Preferred Citation: Keeling, Richard. Cry for Luck: Sacred Song and Speech Among the Yurok, Hupa, and Karok Indians of Northwestern California. Berkeley:  University of California Press,  c1992 1992. http://ark.cdlib.org/ark:/13030/ft8g5008k8/


 
Chapter Eight Medicine Songs and Formulas, Part 1

Wealth

The importance of crying in precontact spiritual life is dramatically illustrated by the style of songs that were used for money medicine, as the "sobbing" quality in these songs is even more pronounced than that heard in ritual singing. The song in example 35 is relatively unstructured from a melodic perspective, and indeed the "song" could be regarded as little more than a vehicle for crying at (five) different pitch levels. In examples such as this we sense a very unclear borderline between music and expressions that are actually nonmusical in nature.

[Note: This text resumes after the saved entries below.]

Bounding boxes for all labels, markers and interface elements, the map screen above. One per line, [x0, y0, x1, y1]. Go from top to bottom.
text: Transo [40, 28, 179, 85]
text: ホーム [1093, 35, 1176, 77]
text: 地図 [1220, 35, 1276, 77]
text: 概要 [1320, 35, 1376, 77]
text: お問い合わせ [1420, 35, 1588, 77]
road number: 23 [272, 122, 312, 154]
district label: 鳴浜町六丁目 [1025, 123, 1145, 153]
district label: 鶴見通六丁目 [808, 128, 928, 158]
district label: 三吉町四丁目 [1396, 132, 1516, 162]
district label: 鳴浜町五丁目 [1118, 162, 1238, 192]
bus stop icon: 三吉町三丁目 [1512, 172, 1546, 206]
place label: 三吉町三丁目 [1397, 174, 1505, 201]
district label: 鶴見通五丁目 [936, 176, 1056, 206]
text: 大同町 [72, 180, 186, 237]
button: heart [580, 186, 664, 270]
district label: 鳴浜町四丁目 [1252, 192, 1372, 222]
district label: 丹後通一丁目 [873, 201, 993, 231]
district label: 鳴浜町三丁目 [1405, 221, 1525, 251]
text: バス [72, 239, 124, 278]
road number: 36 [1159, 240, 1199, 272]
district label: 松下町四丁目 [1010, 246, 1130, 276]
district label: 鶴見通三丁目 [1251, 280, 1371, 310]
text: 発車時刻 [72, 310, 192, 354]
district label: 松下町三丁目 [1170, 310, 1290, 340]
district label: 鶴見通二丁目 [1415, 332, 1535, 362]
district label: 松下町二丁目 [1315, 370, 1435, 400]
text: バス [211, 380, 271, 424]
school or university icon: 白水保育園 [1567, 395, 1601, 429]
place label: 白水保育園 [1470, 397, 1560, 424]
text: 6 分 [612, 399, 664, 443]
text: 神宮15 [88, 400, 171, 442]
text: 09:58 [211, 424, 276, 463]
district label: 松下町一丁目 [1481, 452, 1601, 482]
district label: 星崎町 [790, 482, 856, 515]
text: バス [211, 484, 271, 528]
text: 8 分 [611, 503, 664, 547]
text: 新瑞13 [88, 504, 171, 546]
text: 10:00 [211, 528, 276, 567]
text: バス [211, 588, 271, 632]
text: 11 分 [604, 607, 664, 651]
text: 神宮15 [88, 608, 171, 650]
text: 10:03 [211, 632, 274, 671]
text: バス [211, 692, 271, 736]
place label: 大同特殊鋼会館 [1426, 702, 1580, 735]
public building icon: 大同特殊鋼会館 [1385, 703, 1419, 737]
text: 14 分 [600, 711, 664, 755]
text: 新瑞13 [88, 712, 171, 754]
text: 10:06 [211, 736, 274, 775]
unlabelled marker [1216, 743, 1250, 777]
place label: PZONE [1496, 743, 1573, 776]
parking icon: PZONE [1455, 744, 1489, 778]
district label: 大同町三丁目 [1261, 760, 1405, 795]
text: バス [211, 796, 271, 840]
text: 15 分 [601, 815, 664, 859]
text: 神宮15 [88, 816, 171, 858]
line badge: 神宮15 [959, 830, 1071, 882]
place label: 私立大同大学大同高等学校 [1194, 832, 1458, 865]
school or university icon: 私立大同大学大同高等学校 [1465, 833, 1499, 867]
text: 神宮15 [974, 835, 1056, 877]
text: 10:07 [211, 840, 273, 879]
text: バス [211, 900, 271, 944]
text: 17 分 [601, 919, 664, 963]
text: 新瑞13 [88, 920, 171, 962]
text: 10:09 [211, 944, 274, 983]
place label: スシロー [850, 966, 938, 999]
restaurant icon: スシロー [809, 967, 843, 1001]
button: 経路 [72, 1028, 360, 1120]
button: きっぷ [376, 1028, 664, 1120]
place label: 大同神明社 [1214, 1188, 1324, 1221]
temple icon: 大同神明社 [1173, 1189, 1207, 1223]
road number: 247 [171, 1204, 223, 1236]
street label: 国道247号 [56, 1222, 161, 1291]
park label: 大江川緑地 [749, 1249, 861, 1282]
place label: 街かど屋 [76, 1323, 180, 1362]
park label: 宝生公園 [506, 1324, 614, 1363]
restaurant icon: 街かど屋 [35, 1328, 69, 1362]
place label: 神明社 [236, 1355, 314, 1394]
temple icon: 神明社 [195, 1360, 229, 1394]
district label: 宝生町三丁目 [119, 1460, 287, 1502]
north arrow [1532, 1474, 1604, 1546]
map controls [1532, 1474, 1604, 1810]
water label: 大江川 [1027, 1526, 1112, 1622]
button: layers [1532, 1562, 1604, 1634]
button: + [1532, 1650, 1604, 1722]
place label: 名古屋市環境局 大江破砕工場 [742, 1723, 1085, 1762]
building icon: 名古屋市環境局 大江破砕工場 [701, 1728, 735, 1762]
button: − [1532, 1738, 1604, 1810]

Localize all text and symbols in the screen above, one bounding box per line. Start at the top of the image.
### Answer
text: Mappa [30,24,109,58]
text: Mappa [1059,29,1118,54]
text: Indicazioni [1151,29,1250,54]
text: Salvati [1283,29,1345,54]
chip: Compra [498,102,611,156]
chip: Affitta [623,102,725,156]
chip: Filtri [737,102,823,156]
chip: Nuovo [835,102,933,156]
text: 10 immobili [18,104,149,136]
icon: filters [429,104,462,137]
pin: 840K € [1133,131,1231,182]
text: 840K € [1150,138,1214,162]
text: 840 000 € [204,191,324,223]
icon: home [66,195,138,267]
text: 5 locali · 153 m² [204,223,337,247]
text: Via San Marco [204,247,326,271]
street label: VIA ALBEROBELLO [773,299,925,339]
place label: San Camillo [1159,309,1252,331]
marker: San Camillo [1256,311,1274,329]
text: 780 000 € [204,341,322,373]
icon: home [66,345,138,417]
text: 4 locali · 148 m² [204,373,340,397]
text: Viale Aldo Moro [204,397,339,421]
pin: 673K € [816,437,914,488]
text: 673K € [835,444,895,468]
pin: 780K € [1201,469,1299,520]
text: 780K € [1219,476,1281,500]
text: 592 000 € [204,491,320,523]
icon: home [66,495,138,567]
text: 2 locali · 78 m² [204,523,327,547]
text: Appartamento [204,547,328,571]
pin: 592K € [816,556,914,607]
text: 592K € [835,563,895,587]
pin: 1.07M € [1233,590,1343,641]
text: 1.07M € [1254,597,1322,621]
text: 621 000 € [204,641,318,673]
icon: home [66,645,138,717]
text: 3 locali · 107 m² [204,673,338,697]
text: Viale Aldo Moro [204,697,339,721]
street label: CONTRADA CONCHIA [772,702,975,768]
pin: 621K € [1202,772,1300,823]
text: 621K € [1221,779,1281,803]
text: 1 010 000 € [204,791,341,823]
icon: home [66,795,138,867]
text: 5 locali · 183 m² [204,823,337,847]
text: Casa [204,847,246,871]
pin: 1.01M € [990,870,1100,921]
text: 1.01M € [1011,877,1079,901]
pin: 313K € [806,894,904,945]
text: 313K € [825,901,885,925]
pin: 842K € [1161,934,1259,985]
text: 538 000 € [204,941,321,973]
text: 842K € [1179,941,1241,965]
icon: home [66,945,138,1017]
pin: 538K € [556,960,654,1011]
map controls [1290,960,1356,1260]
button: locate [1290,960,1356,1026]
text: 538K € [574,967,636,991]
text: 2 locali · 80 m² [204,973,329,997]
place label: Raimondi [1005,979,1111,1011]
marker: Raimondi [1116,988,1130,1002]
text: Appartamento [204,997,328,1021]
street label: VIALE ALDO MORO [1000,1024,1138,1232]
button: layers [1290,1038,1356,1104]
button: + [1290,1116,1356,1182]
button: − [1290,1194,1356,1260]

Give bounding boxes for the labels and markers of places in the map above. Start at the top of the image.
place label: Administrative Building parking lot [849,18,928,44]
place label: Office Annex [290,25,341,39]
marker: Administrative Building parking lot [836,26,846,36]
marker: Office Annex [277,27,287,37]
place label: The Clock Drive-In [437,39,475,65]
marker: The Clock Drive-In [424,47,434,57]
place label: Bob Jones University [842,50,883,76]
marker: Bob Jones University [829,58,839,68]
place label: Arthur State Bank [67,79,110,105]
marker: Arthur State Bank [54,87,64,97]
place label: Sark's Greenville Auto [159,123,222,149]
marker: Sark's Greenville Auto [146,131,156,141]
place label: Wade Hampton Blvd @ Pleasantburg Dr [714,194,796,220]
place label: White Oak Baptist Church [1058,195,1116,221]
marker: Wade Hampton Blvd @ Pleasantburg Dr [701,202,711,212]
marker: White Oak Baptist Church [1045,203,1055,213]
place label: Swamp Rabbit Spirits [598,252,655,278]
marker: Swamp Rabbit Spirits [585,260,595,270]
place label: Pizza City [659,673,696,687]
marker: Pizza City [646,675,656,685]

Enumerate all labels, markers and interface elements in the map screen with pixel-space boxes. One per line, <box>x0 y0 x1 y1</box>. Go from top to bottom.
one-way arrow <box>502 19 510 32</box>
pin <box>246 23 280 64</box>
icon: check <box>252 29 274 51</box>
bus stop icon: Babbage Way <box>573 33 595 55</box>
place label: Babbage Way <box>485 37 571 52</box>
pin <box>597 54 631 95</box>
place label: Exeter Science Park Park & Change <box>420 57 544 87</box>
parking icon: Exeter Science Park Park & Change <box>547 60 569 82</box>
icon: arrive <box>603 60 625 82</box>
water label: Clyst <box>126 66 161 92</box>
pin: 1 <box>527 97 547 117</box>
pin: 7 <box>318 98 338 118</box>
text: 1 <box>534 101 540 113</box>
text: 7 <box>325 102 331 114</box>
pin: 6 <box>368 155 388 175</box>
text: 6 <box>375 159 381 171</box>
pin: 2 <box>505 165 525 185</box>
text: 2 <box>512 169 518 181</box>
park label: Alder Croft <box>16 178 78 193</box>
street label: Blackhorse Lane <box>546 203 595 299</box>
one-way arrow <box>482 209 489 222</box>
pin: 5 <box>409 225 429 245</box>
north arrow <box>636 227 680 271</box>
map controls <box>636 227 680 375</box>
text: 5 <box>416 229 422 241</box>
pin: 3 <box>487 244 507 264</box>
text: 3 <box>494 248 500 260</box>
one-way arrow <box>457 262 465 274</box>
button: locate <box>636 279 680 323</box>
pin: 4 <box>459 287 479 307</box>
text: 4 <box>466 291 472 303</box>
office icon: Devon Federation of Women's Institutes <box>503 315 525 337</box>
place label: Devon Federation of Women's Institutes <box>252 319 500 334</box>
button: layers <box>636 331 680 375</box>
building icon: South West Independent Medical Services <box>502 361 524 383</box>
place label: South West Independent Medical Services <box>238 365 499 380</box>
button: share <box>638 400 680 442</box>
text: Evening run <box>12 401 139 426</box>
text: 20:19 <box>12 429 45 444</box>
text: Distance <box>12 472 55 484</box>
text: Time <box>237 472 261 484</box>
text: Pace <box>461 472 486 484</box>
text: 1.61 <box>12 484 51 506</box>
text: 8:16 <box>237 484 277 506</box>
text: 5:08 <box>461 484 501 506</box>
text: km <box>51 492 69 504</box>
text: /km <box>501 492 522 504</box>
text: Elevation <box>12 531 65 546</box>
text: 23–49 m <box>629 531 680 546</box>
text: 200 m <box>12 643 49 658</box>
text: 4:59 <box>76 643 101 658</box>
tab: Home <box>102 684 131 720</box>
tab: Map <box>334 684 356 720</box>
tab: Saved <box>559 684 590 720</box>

A money medicine song sung by Tom Hill (Chilula) in 1904 gives virtually the same impression (example 36). Here again the singer seems to be "sobbing" as much as singing, and there is much nasality and heavy tremolo throughout. This song has an irregular and (apparently) improvised character, as if it might be sung somewhat differently from time to time. It is not repeated on the recording and the sequence of motives might be analyzed A B C B A C1 B.

Other money songs by Julius Marshall (Hupa), Jim of Pekwan (Yurok), and Johnny Cooper (Yurok) give a similar impression, though the audio quality of these recordings is very poor (appendix 2, D-2, D-15, and D-18). In each case the singer's voice is tense, nasal, and glottalized, much as if the singer were actually crying instead of singing.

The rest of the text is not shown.